All publications and patent applications cited in this specification are herein incorporated by reference as if each individual publication or patent application were specifically and individually indicated to be incorporated by reference. The citation of any publication is for its disclosure prior to the filing date and should not be construed as an admission that the present invention is not entitled to antedate such publication by virtue of prior invention.

Although the foregoing invention has been described in some detail by way of illustration and example for purposes of clarity of understanding, it is readily apparent to those of ordinary skill in the art in light of the teachings of this invention that certain changes and modifications may be made thereto without departing from the spirit or scope of the appended claims.

Claims

1. A patient interface system for use in collecting and transferring data from a patient to a remote monitoring system, said system comprising:(a) a patient data input and data receiving means comprising: (i) a device for detecting edema in an extremity of a host; and (ii) an interrogation means; (b) a processing means capable of receiving and storing data from the patient data input means; (c) a communication means capable of transferring processed patient data from the processing means to a remote monitoring system and receiving instructional data from the remote monitoring system.

2. The system of claim 1, wherein the device for detecting edema comprises:a planar surface; and a probe extendable from the planar surface, wherein the probe comprises a force sensor.

3. The system according to claim 1, wherein said processing means is further capable of storing a predetermined target value and a series of questions.

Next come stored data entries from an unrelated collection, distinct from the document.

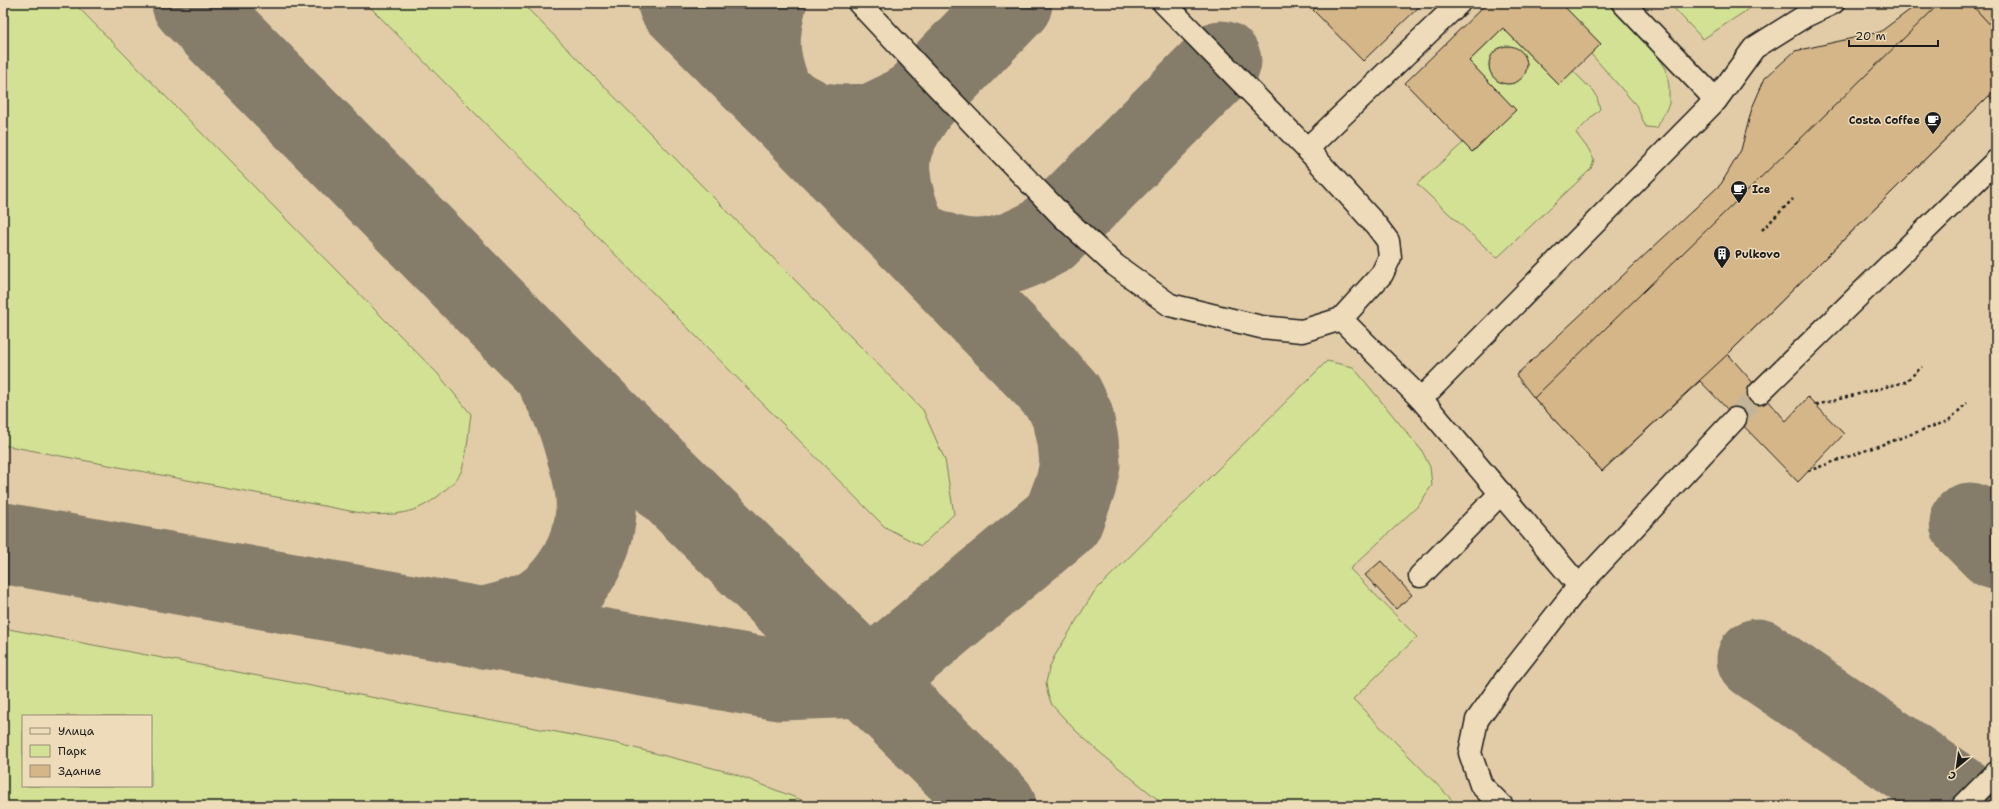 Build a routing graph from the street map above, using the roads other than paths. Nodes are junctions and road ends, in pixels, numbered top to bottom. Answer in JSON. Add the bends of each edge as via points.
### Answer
{"nodes":[{"id":1,"x":859,"y":3,"type":"edge"},
{"id":2,"x":1164,"y":3,"type":"edge"},
{"id":3,"x":1459,"y":3,"type":"edge"},
{"id":4,"x":1623,"y":3,"type":"edge"},
{"id":5,"x":1833,"y":3,"type":"edge"},
{"id":6,"x":1716,"y":100,"type":"junction"},
{"id":7,"x":1308,"y":149,"type":"junction"},
{"id":8,"x":1996,"y":161,"type":"edge"},
{"id":9,"x":1341,"y":319,"type":"junction"},
{"id":10,"x":1760,"y":393,"type":"tunnel mouth"},
{"id":11,"x":1421,"y":399,"type":"junction"},
{"id":12,"x":1735,"y":419,"type":"tunnel mouth"},
{"id":13,"x":1501,"y":493,"type":"junction"},
{"id":14,"x":1420,"y":576,"type":"dead end"},
{"id":15,"x":1579,"y":586,"type":"junction"},
{"id":16,"x":1996,"y":774,"type":"edge"},
{"id":17,"x":1502,"y":806,"type":"edge"},
{"id":18,"x":1963,"y":806,"type":"edge"}],
"edges":[{"from":1,"to":9,"type":"lane","via":[[1064,218],[1115,265],[1170,305],[1261,327],[1302,331]]},
{"from":2,"to":7,"type":"lane"},
{"from":3,"to":7,"type":"lane"},
{"from":4,"to":6,"type":"lane"},
{"from":5,"to":6,"type":"lane","via":[[1805,16],[1754,48]]},
{"from":6,"to":11,"type":"lane"},
{"from":7,"to":9,"type":"lane","via":[[1388,241],[1390,257],[1382,274]]},
{"from":8,"to":10,"type":"lane"},
{"from":9,"to":11,"type":"lane"},
{"from":11,"to":13,"type":"lane"},
{"from":12,"to":15,"type":"lane"},
{"from":13,"to":14,"type":"lane"},
{"from":13,"to":15,"type":"lane"},
{"from":15,"to":17,"type":"lane","via":[[1506,679],[1478,720],[1470,753],[1481,785]]},
{"from":16,"to":18,"type":"lane"}]} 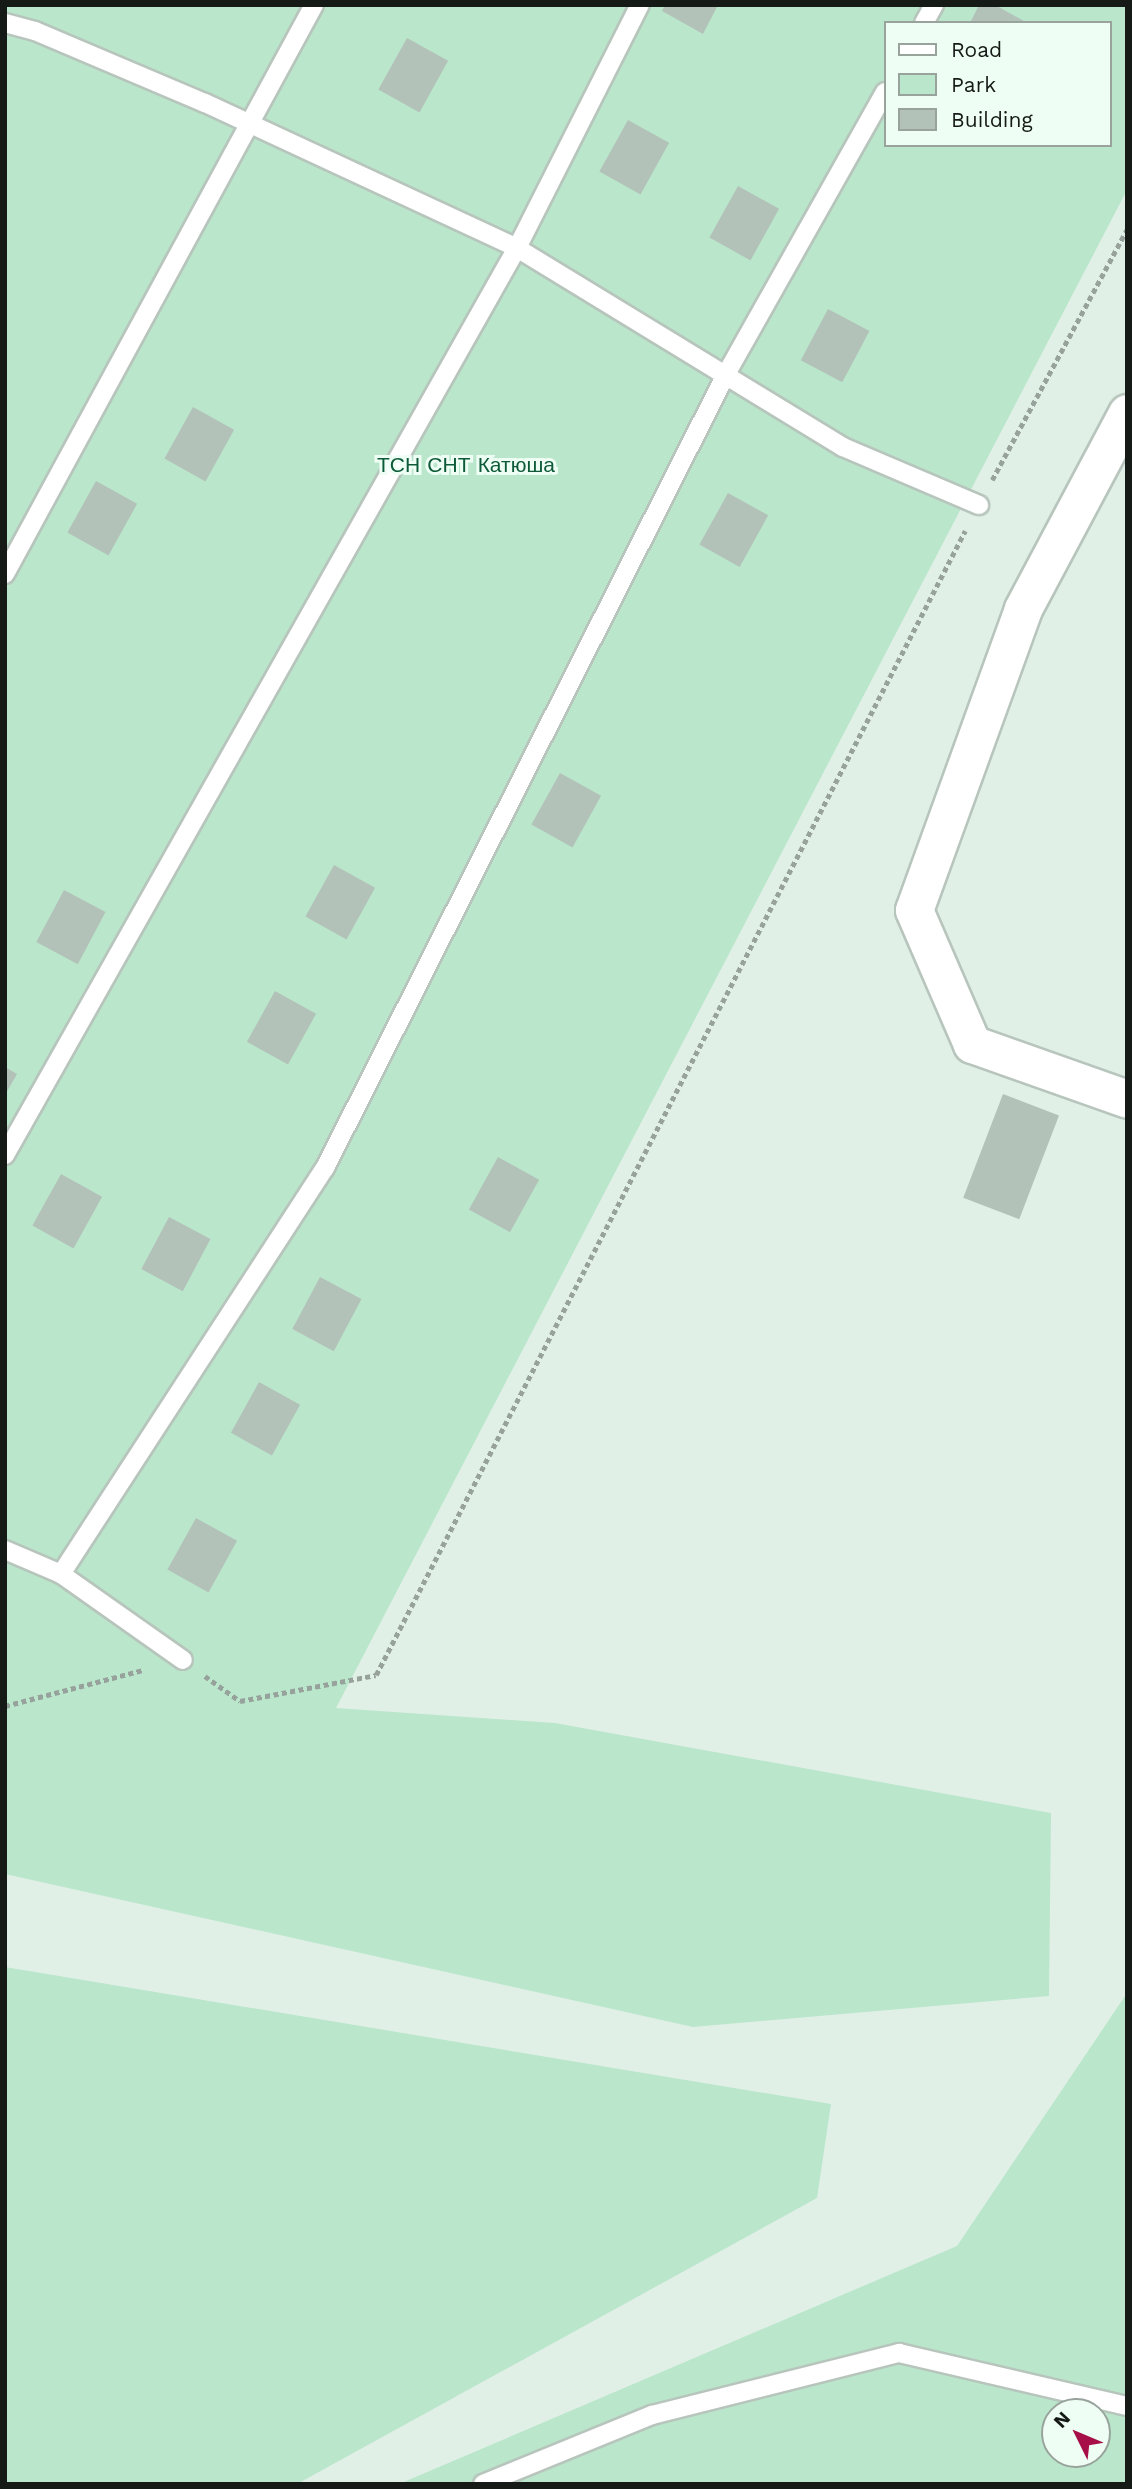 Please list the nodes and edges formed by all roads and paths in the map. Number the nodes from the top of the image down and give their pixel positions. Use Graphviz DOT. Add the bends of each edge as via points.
graph roads {
  1 [pos="314,5"];
  2 [pos="640,5"];
  3 [pos="934,5"];
  4 [pos="925,21"];
  5 [pos="5,23"];
  6 [pos="884,94"];
  7 [pos="252,125"];
  8 [pos="1127,229"];
  9 [pos="517,248"];
  10 [pos="725,376"];
  11 [pos="1127,413"];
  12 [pos="979,505"];
  13 [pos="5,573"];
  14 [pos="1127,1098"];
  15 [pos="5,1155"];
  16 [pos="5,1550"];
  17 [pos="61,1574"];
  18 [pos="183,1660"];
  19 [pos="376,1675"];
  20 [pos="1127,2406"];
  21 [pos="483,2484"];
  1 -- 7 [label="lane"];
  2 -- 9 [label="lane"];
  3 -- 4 [label="lane"];
  5 -- 7 [label="lane" via="35,31"];
  6 -- 10 [label="lane"];
  7 -- 9 [label="lane"];
  7 -- 13 [label="lane"];
  8 -- 12 [label="path"];
  9 -- 10 [label="lane"];
  9 -- 15 [label="lane"];
  10 -- 12 [label="lane" via="843,447"];
  10 -- 17 [label="lane" via="325,1168"];
  11 -- 14 [label="street" via="1023,609 914,910 972,1044"];
  12 -- 19 [label="path"];
  16 -- 17 [label="lane"];
  17 -- 18 [label="lane"];
  20 -- 21 [label="lane" via="899,2353 652,2415"];
} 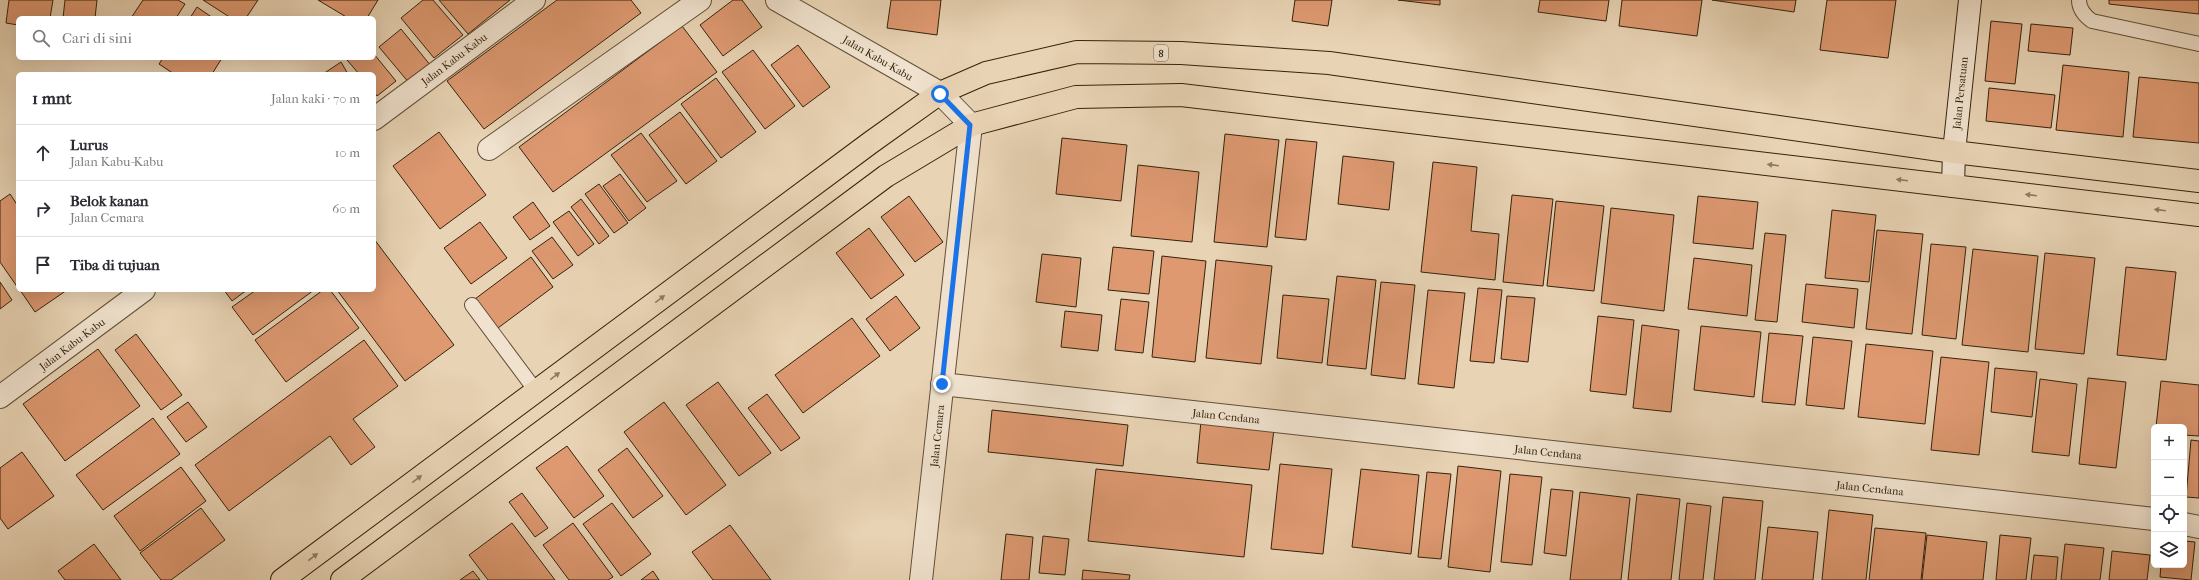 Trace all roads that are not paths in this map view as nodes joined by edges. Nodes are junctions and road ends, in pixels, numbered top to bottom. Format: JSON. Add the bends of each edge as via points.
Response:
{"nodes":[{"id":1,"x":534,"y":0,"type":"edge"},
{"id":2,"x":700,"y":0,"type":"edge"},
{"id":3,"x":777,"y":0,"type":"edge"},
{"id":4,"x":1970,"y":0,"type":"edge"},
{"id":5,"x":2079,"y":0,"type":"edge"},
{"id":6,"x":2199,"y":44,"type":"edge"},
{"id":7,"x":940,"y":94,"type":"junction"},
{"id":8,"x":376,"y":118,"type":"edge"},
{"id":9,"x":970,"y":125,"type":"junction"},
{"id":10,"x":489,"y":149,"type":"dead end"},
{"id":11,"x":1954,"y":152,"type":"junction"},
{"id":12,"x":2199,"y":180,"type":"edge"},
{"id":13,"x":1953,"y":186,"type":"junction"},
{"id":14,"x":2199,"y":215,"type":"edge"},
{"id":15,"x":141,"y":292,"type":"edge"},
{"id":16,"x":472,"y":305,"type":"dead end"},
{"id":17,"x":942,"y":384,"type":"junction"},
{"id":18,"x":536,"y":391,"type":"junction"},
{"id":19,"x":0,"y":397,"type":"edge"},
{"id":20,"x":2151,"y":519,"type":"edge"},
{"id":21,"x":2187,"y":525,"type":"edge"},
{"id":22,"x":2199,"y":527,"type":"edge"},
{"id":23,"x":918,"y":578,"type":"edge"},
{"id":24,"x":282,"y":580,"type":"edge"},
{"id":25,"x":342,"y":580,"type":"edge"}],
"edges":[{"from":1,"to":8,"type":"street","name":"Jalan Kabu-Kabu"},
{"from":2,"to":10,"type":"street"},
{"from":3,"to":7,"type":"street","name":"Jalan Kabu-Kabu"},
{"from":4,"to":11,"type":"street","name":"Jalan Persatuan"},
{"from":5,"to":6,"type":"lane","via":[[2084,15],[2092,21]]},
{"from":7,"to":9,"type":"street","name":"Jalan Kabu-Kabu"},
{"from":7,"to":11,"type":"highway","number":"8","via":[[986,73],[1077,52],[1181,53],[1328,63]]},
{"from":18,"to":7,"type":"highway","number":"8","one_way":true},
{"from":13,"to":9,"type":"highway","one_way":true,"via":[[1181,95],[1076,97]]},
{"from":9,"to":17,"type":"street","name":"Jalan Cemara"},
{"from":9,"to":25,"type":"highway","via":[[886,176]]},
{"from":11,"to":12,"type":"highway","number":"8"},
{"from":11,"to":13,"type":"street","name":"Jalan Persatuan"},
{"from":14,"to":13,"type":"highway","one_way":true},
{"from":15,"to":19,"type":"street","name":"Jalan Kabu-Kabu"},
{"from":16,"to":18,"type":"lane"},
{"from":17,"to":20,"type":"street","name":"Jalan Cendana"},
{"from":17,"to":23,"type":"street","name":"Jalan Cemara"},
{"from":24,"to":18,"type":"highway","number":"8","one_way":true},
{"from":21,"to":22,"type":"street"}]}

4. The system according to claim 3, wherein said processing means is further capable of comparing a sensor measured physiological parameter with said predetermined target value to determine a variance.

5. The system according to claim 3, wherein said processing means is capable of accepting and storing a new predetermined target value and series of questions from said remote monitoring system.

6. The system according to claim 1, wherein said interrogation means further comprises at least one of a keyboard, a plurality of buttons and a microphone.

7. The system according to claim 1, wherein said communication means comprises at least one of a modem, a serial interface, a LAN connection and a wireless transmitter.